Kepler-47 system [Image Credit: NASA/JPL Caltech/T. Pyle]


Astronomers have discovered a third planet in the Kepler-47 system, securing the system’s title as the most interesting of the binary-star worlds, says NASA’s Exoplanet Exploration team.

Using data from NASA’s Kepler space telescope, a team of researchers, led by astronomers at San Diego State University, detected the new Neptune-to-Saturn-size planet orbiting between two previously known planets.

With its three planets orbiting two suns, Kepler-47 is the only known multi-planet circumbinary system. Circumbinary planets are those that orbit two stars.

Continued here.
– – –
Now at the Talkshop let’s take a quick look at the data.

The first two exoplanets found in this system were named ‘b’ and ‘c’ as usual. But recently ‘d’ was spotted in the middle, so in order of distance from the system centre it’s b,d,c.

Anyway, the point here is that the orbit ratio of d:c is 1:1.6180838 (within very small error margins in the data) or 1:Phi (Phi = 1.6180339~, aka the golden ratio).

Another way of putting it is that for every 2.618 orbits of d there is 1.618 orbit of c and 1 (2.618 – 1.618) synodic conjunction in that time period.

This ratio may offer a maximum of stability to the two planets. It’s believed binary stars often eject planets from their neighbourhood.

These two planets also have a semi-major axis (distance from system centre) ratio of 1:square root of 2 (= 1.414~).

So, a very interesting start to the analysis of multi-planet circumbinary systems – assuming of course that others are found sometime.

Data source: exoplanet.eu [click on ‘3 planets’]

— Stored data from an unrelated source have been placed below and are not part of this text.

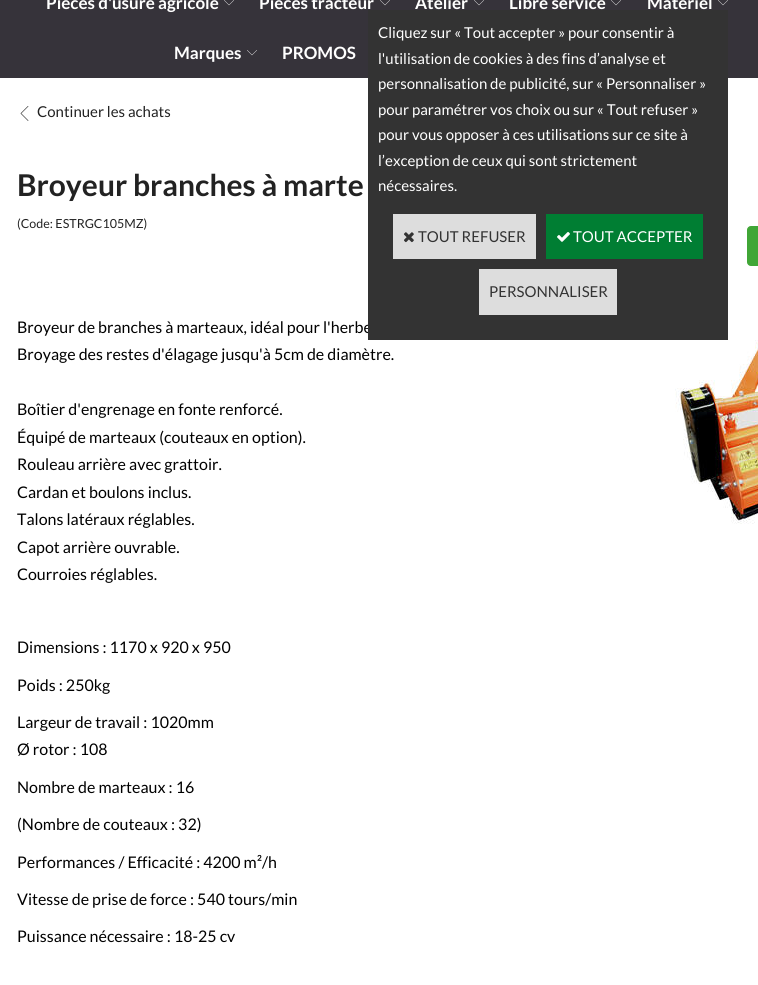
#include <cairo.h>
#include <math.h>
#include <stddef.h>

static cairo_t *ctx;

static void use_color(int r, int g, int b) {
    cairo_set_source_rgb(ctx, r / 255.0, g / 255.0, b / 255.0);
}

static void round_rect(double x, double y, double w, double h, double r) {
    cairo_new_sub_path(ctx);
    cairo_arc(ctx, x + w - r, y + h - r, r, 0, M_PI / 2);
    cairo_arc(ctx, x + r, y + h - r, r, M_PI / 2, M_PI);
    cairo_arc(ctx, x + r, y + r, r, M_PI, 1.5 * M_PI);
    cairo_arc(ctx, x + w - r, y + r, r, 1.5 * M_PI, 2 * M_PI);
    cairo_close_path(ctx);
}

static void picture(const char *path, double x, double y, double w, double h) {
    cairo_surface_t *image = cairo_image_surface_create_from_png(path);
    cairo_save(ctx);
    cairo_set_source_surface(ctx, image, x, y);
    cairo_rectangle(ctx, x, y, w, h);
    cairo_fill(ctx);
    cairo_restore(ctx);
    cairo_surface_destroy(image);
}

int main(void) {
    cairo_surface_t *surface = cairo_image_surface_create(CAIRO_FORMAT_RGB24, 758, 985);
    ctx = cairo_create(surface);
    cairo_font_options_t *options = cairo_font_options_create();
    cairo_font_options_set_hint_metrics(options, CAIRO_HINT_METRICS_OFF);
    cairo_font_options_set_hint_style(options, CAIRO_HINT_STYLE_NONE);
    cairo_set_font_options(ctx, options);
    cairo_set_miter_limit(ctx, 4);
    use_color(255, 255, 255);
    cairo_paint(ctx);
    use_color(54, 51, 58);
    cairo_rectangle(ctx, 0, 0, 758, 78);
    cairo_fill(ctx);
    cairo_select_font_face(ctx, "Lato", CAIRO_FONT_SLANT_NORMAL, CAIRO_FONT_WEIGHT_BOLD);
    cairo_set_font_size(ctx, 17);
    use_color(255, 255, 255);
    cairo_move_to(ctx, 46, 9);
    cairo_show_text(ctx, "Pièces d'usure agricole");
    picture("img1.png", 224, 0, 10, 6);
    cairo_move_to(ctx, 259, 9);
    cairo_show_text(ctx, "Pièces tracteur");
    picture("img1.png", 380, 0, 10, 6);
    cairo_move_to(ctx, 415, 9);
    cairo_show_text(ctx, "Atelier");
    picture("img1.png", 474, 0, 10, 6);
    cairo_move_to(ctx, 509, 9);
    cairo_show_text(ctx, "Libre service");
    picture("img1.png", 611, 0, 10, 6);
    cairo_move_to(ctx, 647, 9);
    cairo_show_text(ctx, "Matériel");
    picture("img1.png", 718, 0, 10, 6);
    cairo_move_to(ctx, 174, 59);
    cairo_show_text(ctx, "Marques");
    picture("img1.png", 247, 50, 10, 6);
    cairo_move_to(ctx, 282, 59);
    cairo_show_text(ctx, "PROMOS");
    picture("img2.png", 20, 106, 9, 15);
    cairo_select_font_face(ctx, "Lato", CAIRO_FONT_SLANT_NORMAL, CAIRO_FONT_WEIGHT_NORMAL);
    cairo_set_font_size(ctx, 15);
    use_color(34, 34, 34);
    cairo_move_to(ctx, 37, 117);
    cairo_show_text(ctx, "Continuer les achats");
    cairo_select_font_face(ctx, "Lato", CAIRO_FONT_SLANT_NORMAL, CAIRO_FONT_WEIGHT_BOLD);
    cairo_set_font_size(ctx, 30);
    cairo_move_to(ctx, 17, 196);
    cairo_show_text(ctx, "Broyeur branches à marte");
    cairo_select_font_face(ctx, "Lato", CAIRO_FONT_SLANT_NORMAL, CAIRO_FONT_WEIGHT_NORMAL);
    cairo_set_font_size(ctx, 12.5);
    cairo_move_to(ctx, 17, 228);
    cairo_show_text(ctx, "(Code: ESTRGC105MZ)");
    use_color(64, 166, 54);
    round_rect(747.5, 226.5, 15, 39, 3.5);
    cairo_fill_preserve(ctx);
    cairo_set_line_width(ctx, 1);
    cairo_stroke(ctx);
    cairo_set_font_size(ctx, 16);
    use_color(0, 0, 0);
    cairo_move_to(ctx, 17, 333);
    cairo_show_text(ctx, "Broyeur de branches à marteaux, idéal pour l'herbe");
    cairo_move_to(ctx, 17, 360);
    cairo_show_text(ctx, "Broyage des restes d'élagage jusqu'à 5cm de diamètre.");
    cairo_move_to(ctx, 17, 415);
    cairo_show_text(ctx, "Boîtier d'engrenage en fonte renforcé.");
    cairo_move_to(ctx, 17, 443);
    cairo_show_text(ctx, "Équipé de marteaux (couteaux en option).");
    cairo_move_to(ctx, 17, 470);
    cairo_show_text(ctx, "Rouleau arrière avec grattoir.");
    cairo_move_to(ctx, 17, 498);
    cairo_show_text(ctx, "Cardan et boulons inclus.");
    cairo_move_to(ctx, 17, 525);
    cairo_show_text(ctx, "Talons latéraux réglables.");
    cairo_move_to(ctx, 17, 553);
    cairo_show_text(ctx, "Capot arrière ouvrable.");
    cairo_move_to(ctx, 17, 580);
    cairo_show_text(ctx, "Courroies réglables.");
    cairo_move_to(ctx, 17, 653);
    cairo_show_text(ctx, "Dimensions : 1170 x 920 x 950");
    cairo_move_to(ctx, 17, 691);
    cairo_show_text(ctx, "Poids : 250kg");
    cairo_move_to(ctx, 17, 728);
    cairo_show_text(ctx, "Largeur de travail : 1020mm");
    cairo_move_to(ctx, 17, 755);
    cairo_show_text(ctx, "Ø rotor : 108");
    cairo_move_to(ctx, 17, 793);
    cairo_show_text(ctx, "Nombre de marteaux : 16");
    cairo_move_to(ctx, 17, 830);
    cairo_show_text(ctx, "(Nombre de couteaux : 32)");
    cairo_move_to(ctx, 17, 868);
    cairo_show_text(ctx, "Performances / Efficacité : 4200 m²/h");
    cairo_move_to(ctx, 17, 905);
    cairo_show_text(ctx, "Vitesse de prise de force : 540 tours/min");
    cairo_move_to(ctx, 17, 942);
    cairo_show_text(ctx, "Puissance nécessaire : 18-25 cv");
    picture("img3.png", 675, 340, 83, 184);
    use_color(51, 51, 51);
    cairo_rectangle(ctx, 368, 10, 360, 330);
    cairo_fill(ctx);
    cairo_set_font_size(ctx, 15);
    use_color(255, 255, 255);
    cairo_move_to(ctx, 378, 38);
    cairo_show_text(ctx, "Cliquez sur « Tout accepter » pour consentir à");
    cairo_move_to(ctx, 378, 64);
    cairo_show_text(ctx, "l'utilisation de cookies à des fins d’analyse et");
    cairo_move_to(ctx, 378, 89);
    cairo_show_text(ctx, "personnalisation de publicité, sur « Personnaliser »");
    cairo_move_to(ctx, 378, 115);
    cairo_show_text(ctx, "pour paramétrer vos choix ou sur « Tout refuser »");
    cairo_move_to(ctx, 378, 140);
    cairo_show_text(ctx, "pour vous opposer à ces utilisations sur ce site à");
    cairo_move_to(ctx, 378, 166);
    cairo_show_text(ctx, "l’exception de ceux qui sont strictement");
    cairo_move_to(ctx, 378, 191);
    cairo_show_text(ctx, "nécessaires.");
    use_color(221, 221, 221);
    cairo_rectangle(ctx, 393, 214, 143, 45);
    cairo_fill(ctx);
    picture("img4.png", 404, 232, 10, 11);
    use_color(51, 51, 51);
    cairo_move_to(ctx, 418, 242);
    cairo_show_text(ctx, "TOUT REFUSER");
    use_color(0, 126, 51);
    cairo_rectangle(ctx, 546, 214, 157, 45);
    cairo_fill(ctx);
    picture("img5.png", 557, 232, 13, 10);
    use_color(255, 255, 255);
    cairo_move_to(ctx, 573, 242);
    cairo_show_text(ctx, "TOUT ACCEPTER");
    use_color(221, 221, 221);
    cairo_rectangle(ctx, 479, 269, 138, 46);
    cairo_fill(ctx);
    use_color(51, 51, 51);
    cairo_move_to(ctx, 489, 297);
    cairo_show_text(ctx, "PERSONNALISER");
    cairo_surface_write_to_png(surface, "result.png");
    cairo_font_options_destroy(options);
    cairo_destroy(ctx);
    cairo_surface_destroy(surface);
    return 0;
}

Short NASA animation of the Kepler-47 system can be found here.

[Note: this is a revised version of an earlier post on April 16th, following a data update yesterday].

Comments
  1. oldbrew says:

    Tatooine is a fictional desert planet that appears in the Star Wars space opera franchise. It is beige-coloured and is depicted as a remote, desolate world orbiting a pair of binary stars, and inhabited by human settlers and a variety of other life forms.
    https://en.wikipedia.org/wiki/Tatooine

  2. oldbrew says:

    Circumbinary castaways: Short-period binary systems can eject orbiting worlds

    The shortest-period binary star system around which a circumbinary planet has been discovered was Kepler 47, with a period of about 7.45 days.

    http://www.washington.edu/news/2018/04/12/circumbinary-castaways-short-period-binary-systems-can-eject-orbiting-worlds/
    – – –
    From the paper abstract:
    All of the orbits have low eccentricities and are nearly coplanar, disfavoring violent scattering scenarios and suggesting gentle migration in the protoplanetary disk.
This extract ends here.